The panel agreed that America’s success stemmed not from any single factor but from a combination of geography, institutions, culture, and often simply avoiding the self-inflicted wounds that hampered other nations.

“[Since the 1950s], we had a marginal tax rate of 90 percent, we had women enter the labor force like never before. We had high tariffs and low tariffs. We had many individual policy changes, [but] eventually the US has come back to expanding opportunities and prosperity,” Levine said.

Levine also writes a regular column for Hoover’s Freedom Frequency in the voice of Adam Smith, whose Wealth of Nations came out the same year the founders penned the Declaration of Independence.

The challenge of today

The economists expressed concern that the very growth engine that powered American prosperity shows signs of slowing. Beyond that, the headwinds pushing against the future of the US economy continue to mount.

“The number of unaddressed dumpster fires is increasing and the ability of our political system to handle them is decreasing,” Cochrane said.

He listed dysfunction in the K–12 education system, growing public debt, and a rising feeling that the permitting and regulatory burden is strangling growth.

“We need a Marie Kondo cleaning up of the insane complexity of our public life,” Cochrane said.

These are common themes Cochrane touches on in Freedom Frequency and his personal Substack, The Grumpy Economist.

The panelists appeared concerned that America risks damaging itself through policy choices that could undermine the foundations of prosperity. These include regulatory approaches other nations have adopted, with negative consequences.

They expressed a broader worry that America might abandon the policy approaches that enabled past success in favor of precautionary principles that prioritize avoiding theoretical risks over enabling innovation.

Ramey, whose work often focuses on fiscal policy and Keynesian stimulus, pointed out that America’s spending is on a completely unsustainable track.

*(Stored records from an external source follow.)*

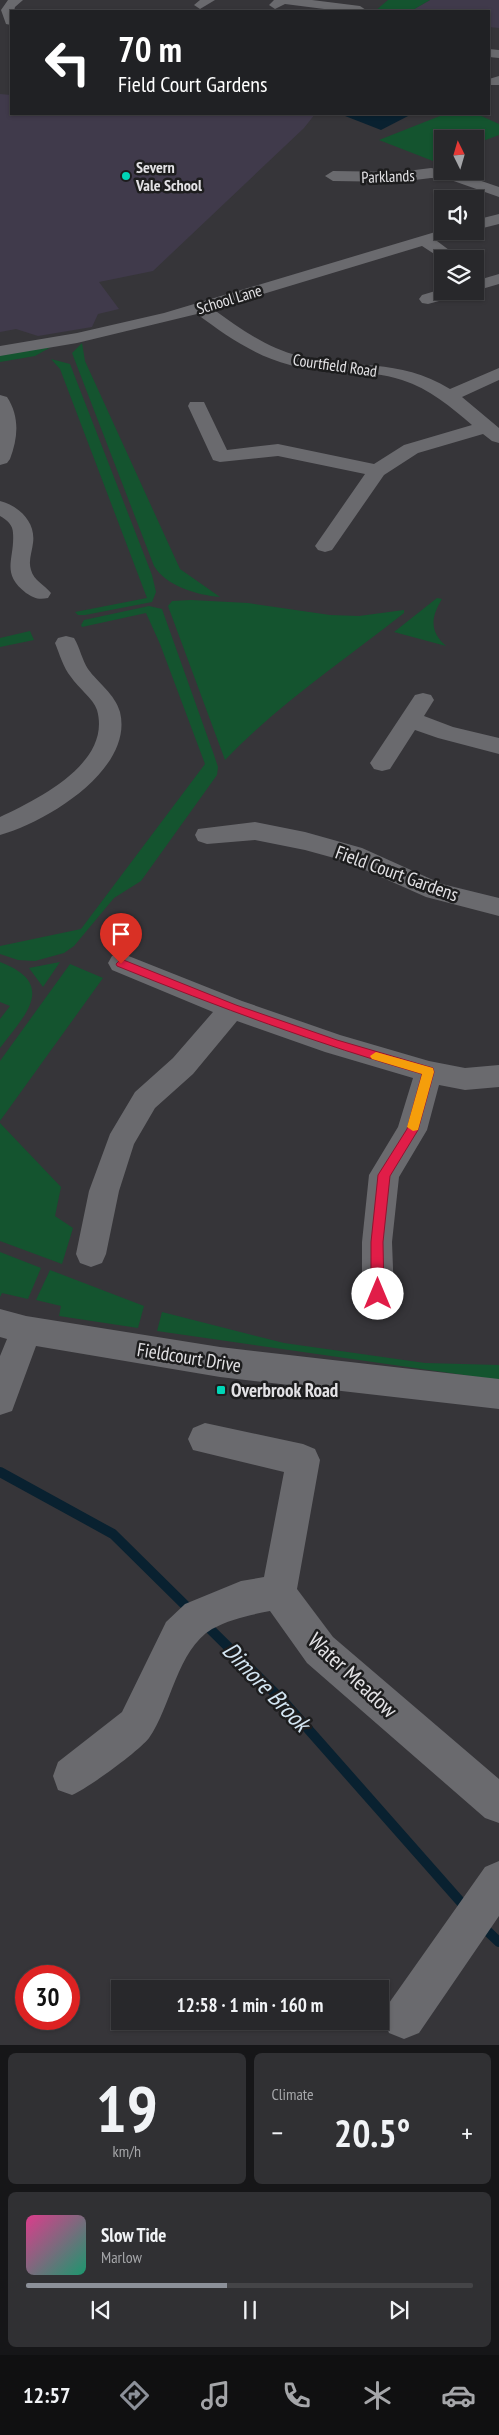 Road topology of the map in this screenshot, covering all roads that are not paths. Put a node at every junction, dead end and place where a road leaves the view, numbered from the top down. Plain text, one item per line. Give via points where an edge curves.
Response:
1 (18, 0) edge
2 (321, 2) edge
3 (275, 5) dead end
4 (360, 10) edge
5 (10, 18) edge
6 (333, 178) dead end
7 (499, 192) edge
8 (499, 218) edge
9 (484, 222) edge
10 (434, 237) edge
11 (424, 240) junction
12 (439, 250) edge
13 (434, 297) edge
14 (428, 299) dead end
15 (200, 308) junction
16 (0, 351) edge
17 (499, 373) edge
18 (450, 396) junction
19 (0, 401) edge
20 (197, 406) dead end
21 (492, 432) edge
22 (0, 458) edge
23 (377, 471) junction
24 (0, 507) edge
25 (326, 546) dead end
26 (40, 593) dead end
27 (66, 642) dead end
28 (499, 746) edge
29 (382, 763) dead end
30 (0, 827) edge
31 (207, 835) dead end
32 (499, 907) edge
33 (121, 964) dead end
34 (232, 1008) junction
35 (429, 1072) junction
36 (499, 1076) edge
37 (90, 1254) dead end
38 (378, 1294) dead end
39 (13, 1326) edge
40 (499, 1394) edge
41 (0, 1400) edge
42 (205, 1439) dead end
43 (279, 1592) junction
44 (72, 1776) dead end
45 (495, 1792) edge
46 (493, 1890) edge
47 (404, 2018) dead end

1 - 5 street via 9,5
2 - 3 street via 283,0
2 - 4 street
6 - 7 street, Parklands via 431,173 450,175
8 - 9 street
10 - 11 street, School Lane
11 - 12 street
11 - 15 street, School Lane
13 - 14 street
15 - 16 street, School Lane via 77,338
15 - 18 street, Courtfield Road via 240,338 266,352 309,364 408,376
17 - 18 street
18 - 21 street, Courtfield Road
19 - 22 street via 8,422 8,434
20 - 23 street via 223,463 278,450
21 - 23 street, Courtfield Road via 411,450
23 - 25 street, Courtfield Road
24 - 26 street via 16,517 24,531 19,567 23,579
27 - 30 street via 78,672 108,710 111,723 109,740 78,781 51,803
28 - 29 street via 446,733 418,710
31 - 32 street, Field Court Gardens via 255,831 313,844 353,854 435,891
33 - 34 street
34 - 35 street
34 - 37 street via 183,1066 145,1100 120,1142 104,1191
35 - 36 street via 465,1079
35 - 38 street via 412,1130 384,1175 377,1242
39 - 40 street, Fieldcourt Drive via 220,1362
39 - 41 street
42 - 43 street via 303,1460
43 - 44 street via 241,1599 198,1617 178,1636 135,1724
43 - 45 street, Water Meadow via 320,1650
46 - 47 street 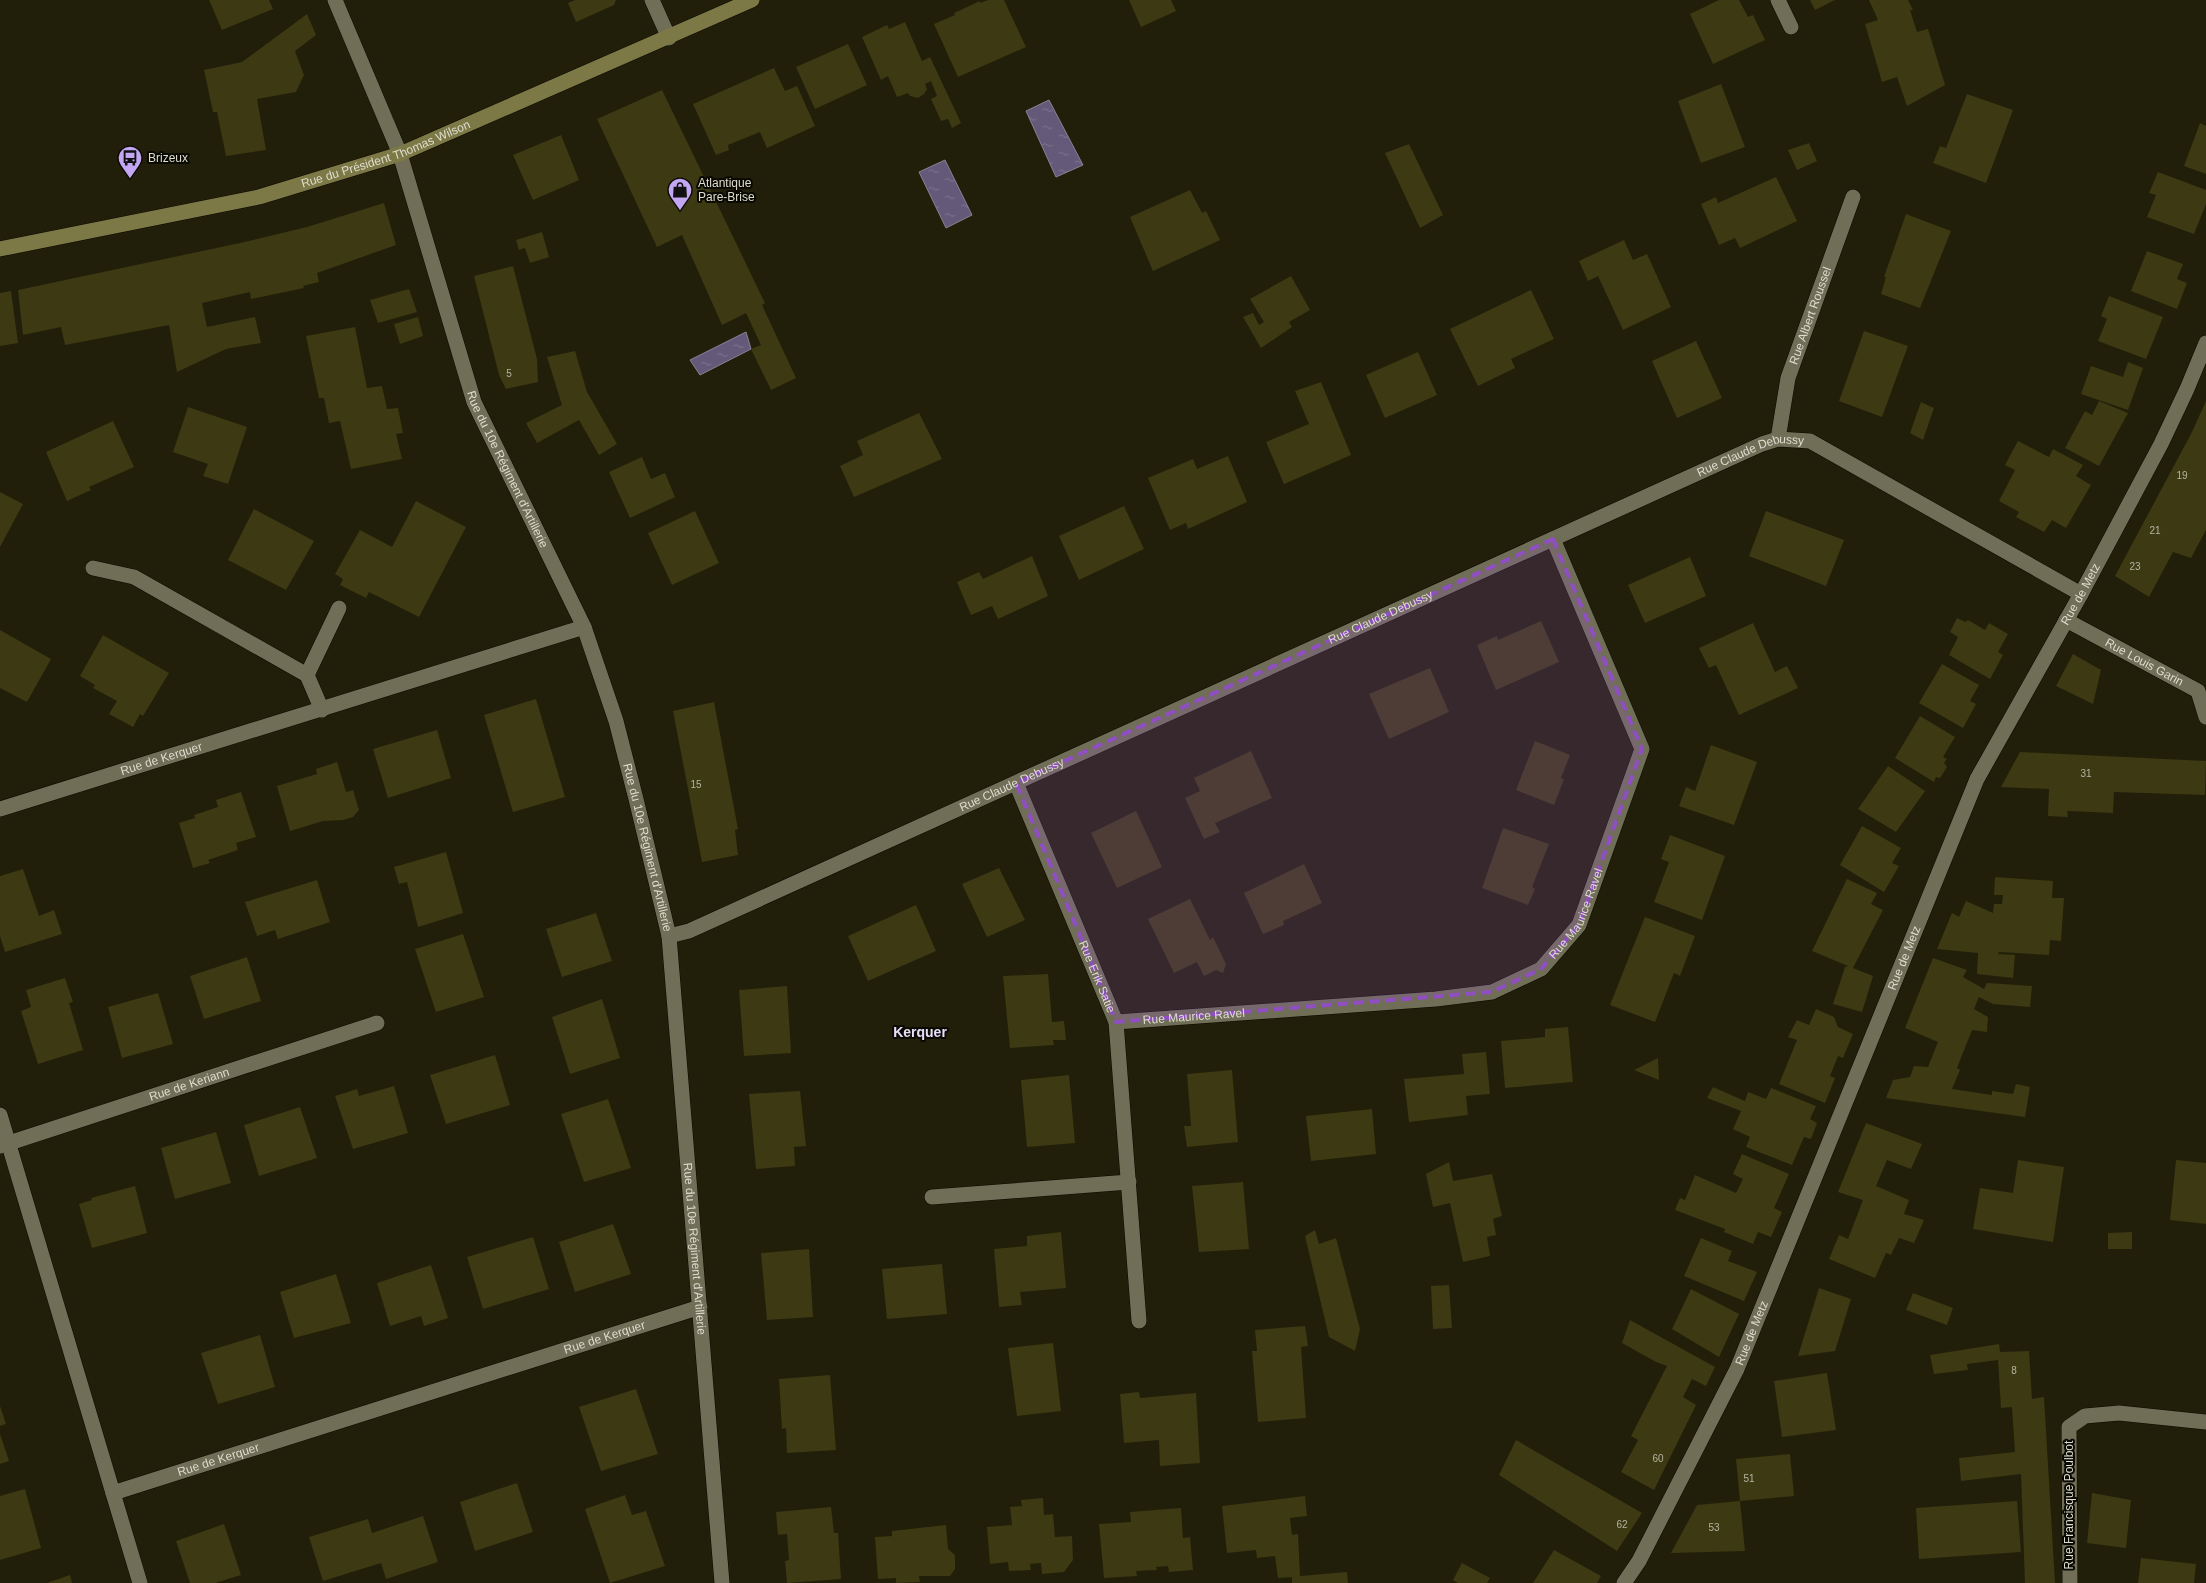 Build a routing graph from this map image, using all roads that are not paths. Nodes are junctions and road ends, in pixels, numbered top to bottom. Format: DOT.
graph roads {
  1 [pos="335,0"];
  2 [pos="652,0"];
  3 [pos="752,0"];
  4 [pos="1778,0"];
  5 [pos="1791,27"];
  6 [pos="669,38"];
  7 [pos="400,154"];
  8 [pos="1853,197"];
  9 [pos="0,249"];
  10 [pos="2206,342"];
  11 [pos="1778,439"];
  12 [pos="1553,539"];
  13 [pos="93,568"];
  14 [pos="2082,594"];
  15 [pos="340,608"];
  16 [pos="2066,620"];
  17 [pos="584,628"];
  18 [pos="307,675"];
  19 [pos="322,710"];
  20 [pos="2206,717"];
  21 [pos="1016,783"];
  22 [pos="0,809"];
  23 [pos="669,936"];
  24 [pos="1116,1022"];
  25 [pos="377,1024"];
  26 [pos="0,1115"];
  27 [pos="4,1145"];
  28 [pos="1129,1182"];
  29 [pos="932,1197"];
  30 [pos="700,1307"];
  31 [pos="1139,1321"];
  32 [pos="2206,1422"];
  33 [pos="113,1493"];
  34 [pos="140,1583"];
  35 [pos="722,1583"];
  36 [pos="1624,1583"];
  37 [pos="2070,1583"];
  1 -- 7 [label="street, Rue du 10e Régiment d'Artillerie"];
  2 -- 6 [label="street"];
  3 -- 6 [label="street, Rue du Président Thomas Wilson"];
  4 -- 5 [label="street"];
  6 -- 7 [label="street, Rue du Président Thomas Wilson"];
  7 -- 9 [label="street, Rue du Président Thomas Wilson"];
  7 -- 17 [label="street, Rue du 10e Régiment d'Artillerie"];
  8 -- 11 [label="street, Rue Albert Roussel"];
  10 -- 14 [label="street, Rue de Metz"];
  11 -- 12 [label="street, Rue Claude Debussy"];
  11 -- 14 [label="street, Rue Claude Debussy"];
  12 -- 21 [label="street, Rue Claude Debussy"];
  12 -- 24 [label="street, Rue Maurice Ravel"];
  13 -- 18 [label="street"];
  14 -- 16 [label="street, Rue de Metz"];
  15 -- 18 [label="street"];
  16 -- 20 [label="street, Rue Louis Garin"];
  16 -- 36 [label="street, Rue de Metz"];
  17 -- 19 [label="street, Rue de Kerquer"];
  17 -- 23 [label="street, Rue du 10e Régiment d'Artillerie"];
  18 -- 19 [label="street"];
  19 -- 22 [label="street, Rue de Kerquer"];
  21 -- 23 [label="street, Rue Claude Debussy"];
  21 -- 24 [label="street, Rue Erik Satie"];
  23 -- 30 [label="street, Rue du 10e Régiment d'Artillerie"];
  24 -- 28 [label="street, Rue Erik Satie"];
  25 -- 27 [label="street, Rue de Keriann"];
  26 -- 27 [label="street"];
  27 -- 33 [label="street"];
  28 -- 29 [label="street"];
  28 -- 31 [label="street, Rue Erik Satie"];
  30 -- 33 [label="street, Rue de Kerquer"];
  30 -- 35 [label="street, Rue du 10e Régiment d'Artillerie"];
  32 -- 37 [label="street, Rue Francisque Poulbot"];
  33 -- 34 [label="street"];
}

“The latest CBO estimate is that by 2056 we will be at 175 percent debt-to-GDP ratio,” Ramey said.

The good news, Cochrane said, is the plan to reverse the rising deficits and return to a world of low debt is achievable.

“It would take a committee of the four of us about ten minutes to solve the problem,” he said.

A significant problem: there is a lack of political will—on both sides of the aisle—to tackle the issues necessary to balance the budget, such as entitlement reform and reworking the tax system to limit distortionary impacts.

Are America’s best years still to come?

Despite identifying serious challenges, the panel ultimately expressed optimism about America’s economic future, though with important caveats.

McArdle posed a final question that forced the panelists to stand behind their predictions. She asked each to bet 10 percent of their net worth on whether America would be on an upward or downward trajectory by the nation’s tricentennial.

When asked which direction she would bet, Ramey answered simply: “Up.” Levine and Cochrane also bet on up.

Levine said the answer to the challenges America faces, especially the national debt, will not come from demonizing any out-group but will involve cooperation, compromise, and a focus on the facts.

“It’s going to require us demanding leaders that will solve problems rather than give us these platitudes that make us angry at some make-believe villain.”

The panel’s ultimate message combined realism about threats to prosperity with the confidence that America retains the capacity for renewal. Success, in the end, requires avoiding the policy mistakes that derailed growth in other developed economies while preserving the institutional framework that enabled past achievement.

The panelists indicated that as America approaches its 250th anniversary, they see a nation possessing the ingredients for continued success—but one that must choose to use them wisely.